[Data entries]
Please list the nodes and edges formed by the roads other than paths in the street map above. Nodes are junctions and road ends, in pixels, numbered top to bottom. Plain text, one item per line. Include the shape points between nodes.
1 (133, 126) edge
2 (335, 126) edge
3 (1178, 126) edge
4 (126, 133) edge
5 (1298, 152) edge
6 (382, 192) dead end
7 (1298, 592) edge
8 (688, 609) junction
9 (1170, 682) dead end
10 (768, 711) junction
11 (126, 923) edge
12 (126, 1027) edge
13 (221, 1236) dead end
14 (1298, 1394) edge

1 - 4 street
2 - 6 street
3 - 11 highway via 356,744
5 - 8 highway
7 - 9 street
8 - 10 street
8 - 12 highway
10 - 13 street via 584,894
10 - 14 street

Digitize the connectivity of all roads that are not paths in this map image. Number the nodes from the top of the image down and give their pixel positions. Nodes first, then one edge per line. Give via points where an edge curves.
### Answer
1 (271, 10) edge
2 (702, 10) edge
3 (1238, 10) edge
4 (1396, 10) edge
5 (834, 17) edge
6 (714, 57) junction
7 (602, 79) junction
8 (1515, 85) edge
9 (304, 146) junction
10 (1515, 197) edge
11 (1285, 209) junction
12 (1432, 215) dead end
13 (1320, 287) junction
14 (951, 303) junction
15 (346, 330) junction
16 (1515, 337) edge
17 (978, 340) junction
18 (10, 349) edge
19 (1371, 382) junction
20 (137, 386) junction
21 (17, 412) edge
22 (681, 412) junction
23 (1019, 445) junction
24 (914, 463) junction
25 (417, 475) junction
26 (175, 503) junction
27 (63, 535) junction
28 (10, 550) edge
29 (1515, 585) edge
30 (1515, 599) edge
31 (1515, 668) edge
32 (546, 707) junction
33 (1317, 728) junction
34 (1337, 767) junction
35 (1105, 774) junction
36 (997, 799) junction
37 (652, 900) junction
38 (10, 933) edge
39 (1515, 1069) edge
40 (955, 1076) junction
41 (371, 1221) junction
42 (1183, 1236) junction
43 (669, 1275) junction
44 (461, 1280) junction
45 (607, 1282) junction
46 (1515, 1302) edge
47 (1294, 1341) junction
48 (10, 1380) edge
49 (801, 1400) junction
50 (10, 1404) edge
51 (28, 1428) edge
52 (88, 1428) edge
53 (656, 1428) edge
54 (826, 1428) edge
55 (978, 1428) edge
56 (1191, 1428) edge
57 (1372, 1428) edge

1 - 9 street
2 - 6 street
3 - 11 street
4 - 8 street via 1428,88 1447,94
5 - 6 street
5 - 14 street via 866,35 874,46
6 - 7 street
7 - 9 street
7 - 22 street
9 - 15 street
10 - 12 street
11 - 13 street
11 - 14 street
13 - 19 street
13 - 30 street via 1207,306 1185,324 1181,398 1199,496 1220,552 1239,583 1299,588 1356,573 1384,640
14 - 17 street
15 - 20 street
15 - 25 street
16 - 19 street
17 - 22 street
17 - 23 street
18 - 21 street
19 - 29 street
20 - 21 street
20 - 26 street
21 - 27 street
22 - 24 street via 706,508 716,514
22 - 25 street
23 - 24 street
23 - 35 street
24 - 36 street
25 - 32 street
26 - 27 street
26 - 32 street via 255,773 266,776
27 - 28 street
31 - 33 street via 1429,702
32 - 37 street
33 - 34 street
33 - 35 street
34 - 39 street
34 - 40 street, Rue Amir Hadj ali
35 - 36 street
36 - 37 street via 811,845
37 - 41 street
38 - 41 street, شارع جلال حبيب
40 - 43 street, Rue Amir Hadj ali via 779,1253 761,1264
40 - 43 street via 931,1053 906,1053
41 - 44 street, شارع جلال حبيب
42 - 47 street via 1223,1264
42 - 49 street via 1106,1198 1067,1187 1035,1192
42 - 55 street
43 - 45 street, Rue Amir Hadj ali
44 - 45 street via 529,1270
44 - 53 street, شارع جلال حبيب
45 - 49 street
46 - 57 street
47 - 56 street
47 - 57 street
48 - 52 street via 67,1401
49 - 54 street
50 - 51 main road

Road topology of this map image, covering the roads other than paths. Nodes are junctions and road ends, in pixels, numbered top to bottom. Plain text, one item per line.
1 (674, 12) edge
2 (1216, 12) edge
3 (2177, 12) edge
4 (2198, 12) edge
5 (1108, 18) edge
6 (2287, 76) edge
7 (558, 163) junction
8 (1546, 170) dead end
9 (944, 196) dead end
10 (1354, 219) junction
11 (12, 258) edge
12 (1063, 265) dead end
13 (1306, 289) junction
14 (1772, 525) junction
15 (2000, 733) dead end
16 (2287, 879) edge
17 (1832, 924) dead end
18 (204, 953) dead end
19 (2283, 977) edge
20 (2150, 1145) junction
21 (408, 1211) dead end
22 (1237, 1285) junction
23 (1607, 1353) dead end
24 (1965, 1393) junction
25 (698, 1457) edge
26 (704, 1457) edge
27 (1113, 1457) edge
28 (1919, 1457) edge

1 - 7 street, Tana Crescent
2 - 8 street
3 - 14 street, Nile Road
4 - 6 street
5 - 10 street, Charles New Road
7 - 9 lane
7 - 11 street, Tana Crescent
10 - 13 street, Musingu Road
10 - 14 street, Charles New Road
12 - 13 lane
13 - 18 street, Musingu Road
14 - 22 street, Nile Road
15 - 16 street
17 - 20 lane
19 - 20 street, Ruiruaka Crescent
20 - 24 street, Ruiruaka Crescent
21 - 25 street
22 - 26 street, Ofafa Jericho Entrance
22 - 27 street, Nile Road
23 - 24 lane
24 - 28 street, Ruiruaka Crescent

Problem statement
Retype all of the entries shown above, exactly.

Exercise result
Please list the nodes and edges formed by the roads other than paths in the street map above. Nodes are junctions and road ends, in pixels, numbered top to bottom. Plain text, one item per line. Include the shape points between nodes.
1 (133, 126) edge
2 (335, 126) edge
3 (1178, 126) edge
4 (126, 133) edge
5 (1298, 152) edge
6 (382, 192) dead end
7 (1298, 592) edge
8 (688, 609) junction
9 (1170, 682) dead end
10 (768, 711) junction
11 (126, 923) edge
12 (126, 1027) edge
13 (221, 1236) dead end
14 (1298, 1394) edge

1 - 4 street
2 - 6 street
3 - 11 highway via 356,744
5 - 8 highway
7 - 9 street
8 - 10 street
8 - 12 highway
10 - 13 street via 584,894
10 - 14 street

Digitize the connectivity of all roads that are not paths in this map image. Number the nodes from the top of the image down and give their pixel positions. Nodes first, then one edge per line. Give via points where an edge curves.
### Answer
1 (271, 10) edge
2 (702, 10) edge
3 (1238, 10) edge
4 (1396, 10) edge
5 (834, 17) edge
6 (714, 57) junction
7 (602, 79) junction
8 (1515, 85) edge
9 (304, 146) junction
10 (1515, 197) edge
11 (1285, 209) junction
12 (1432, 215) dead end
13 (1320, 287) junction
14 (951, 303) junction
15 (346, 330) junction
16 (1515, 337) edge
17 (978, 340) junction
18 (10, 349) edge
19 (1371, 382) junction
20 (137, 386) junction
21 (17, 412) edge
22 (681, 412) junction
23 (1019, 445) junction
24 (914, 463) junction
25 (417, 475) junction
26 (175, 503) junction
27 (63, 535) junction
28 (10, 550) edge
29 (1515, 585) edge
30 (1515, 599) edge
31 (1515, 668) edge
32 (546, 707) junction
33 (1317, 728) junction
34 (1337, 767) junction
35 (1105, 774) junction
36 (997, 799) junction
37 (652, 900) junction
38 (10, 933) edge
39 (1515, 1069) edge
40 (955, 1076) junction
41 (371, 1221) junction
42 (1183, 1236) junction
43 (669, 1275) junction
44 (461, 1280) junction
45 (607, 1282) junction
46 (1515, 1302) edge
47 (1294, 1341) junction
48 (10, 1380) edge
49 (801, 1400) junction
50 (10, 1404) edge
51 (28, 1428) edge
52 (88, 1428) edge
53 (656, 1428) edge
54 (826, 1428) edge
55 (978, 1428) edge
56 (1191, 1428) edge
57 (1372, 1428) edge

1 - 9 street
2 - 6 street
3 - 11 street
4 - 8 street via 1428,88 1447,94
5 - 6 street
5 - 14 street via 866,35 874,46
6 - 7 street
7 - 9 street
7 - 22 street
9 - 15 street
10 - 12 street
11 - 13 street
11 - 14 street
13 - 19 street
13 - 30 street via 1207,306 1185,324 1181,398 1199,496 1220,552 1239,583 1299,588 1356,573 1384,640
14 - 17 street
15 - 20 street
15 - 25 street
16 - 19 street
17 - 22 street
17 - 23 street
18 - 21 street
19 - 29 street
20 - 21 street
20 - 26 street
21 - 27 street
22 - 24 street via 706,508 716,514
22 - 25 street
23 - 24 street
23 - 35 street
24 - 36 street
25 - 32 street
26 - 27 street
26 - 32 street via 255,773 266,776
27 - 28 street
31 - 33 street via 1429,702
32 - 37 street
33 - 34 street
33 - 35 street
34 - 39 street
34 - 40 street, Rue Amir Hadj ali
35 - 36 street
36 - 37 street via 811,845
37 - 41 street
38 - 41 street, شارع جلال حبيب
40 - 43 street, Rue Amir Hadj ali via 779,1253 761,1264
40 - 43 street via 931,1053 906,1053
41 - 44 street, شارع جلال حبيب
42 - 47 street via 1223,1264
42 - 49 street via 1106,1198 1067,1187 1035,1192
42 - 55 street
43 - 45 street, Rue Amir Hadj ali
44 - 45 street via 529,1270
44 - 53 street, شارع جلال حبيب
45 - 49 street
46 - 57 street
47 - 56 street
47 - 57 street
48 - 52 street via 67,1401
49 - 54 street
50 - 51 main road

Road topology of this map image, covering the roads other than paths. Nodes are junctions and road ends, in pixels, numbered top to bottom. Plain text, one item per line.
1 (674, 12) edge
2 (1216, 12) edge
3 (2177, 12) edge
4 (2198, 12) edge
5 (1108, 18) edge
6 (2287, 76) edge
7 (558, 163) junction
8 (1546, 170) dead end
9 (944, 196) dead end
10 (1354, 219) junction
11 (12, 258) edge
12 (1063, 265) dead end
13 (1306, 289) junction
14 (1772, 525) junction
15 (2000, 733) dead end
16 (2287, 879) edge
17 (1832, 924) dead end
18 (204, 953) dead end
19 (2283, 977) edge
20 (2150, 1145) junction
21 (408, 1211) dead end
22 (1237, 1285) junction
23 (1607, 1353) dead end
24 (1965, 1393) junction
25 (698, 1457) edge
26 (704, 1457) edge
27 (1113, 1457) edge
28 (1919, 1457) edge

1 - 7 street, Tana Crescent
2 - 8 street
3 - 14 street, Nile Road
4 - 6 street
5 - 10 street, Charles New Road
7 - 9 lane
7 - 11 street, Tana Crescent
10 - 13 street, Musingu Road
10 - 14 street, Charles New Road
12 - 13 lane
13 - 18 street, Musingu Road
14 - 22 street, Nile Road
15 - 16 street
17 - 20 lane
19 - 20 street, Ruiruaka Crescent
20 - 24 street, Ruiruaka Crescent
21 - 25 street
22 - 26 street, Ofafa Jericho Entrance
22 - 27 street, Nile Road
23 - 24 lane
24 - 28 street, Ruiruaka Crescent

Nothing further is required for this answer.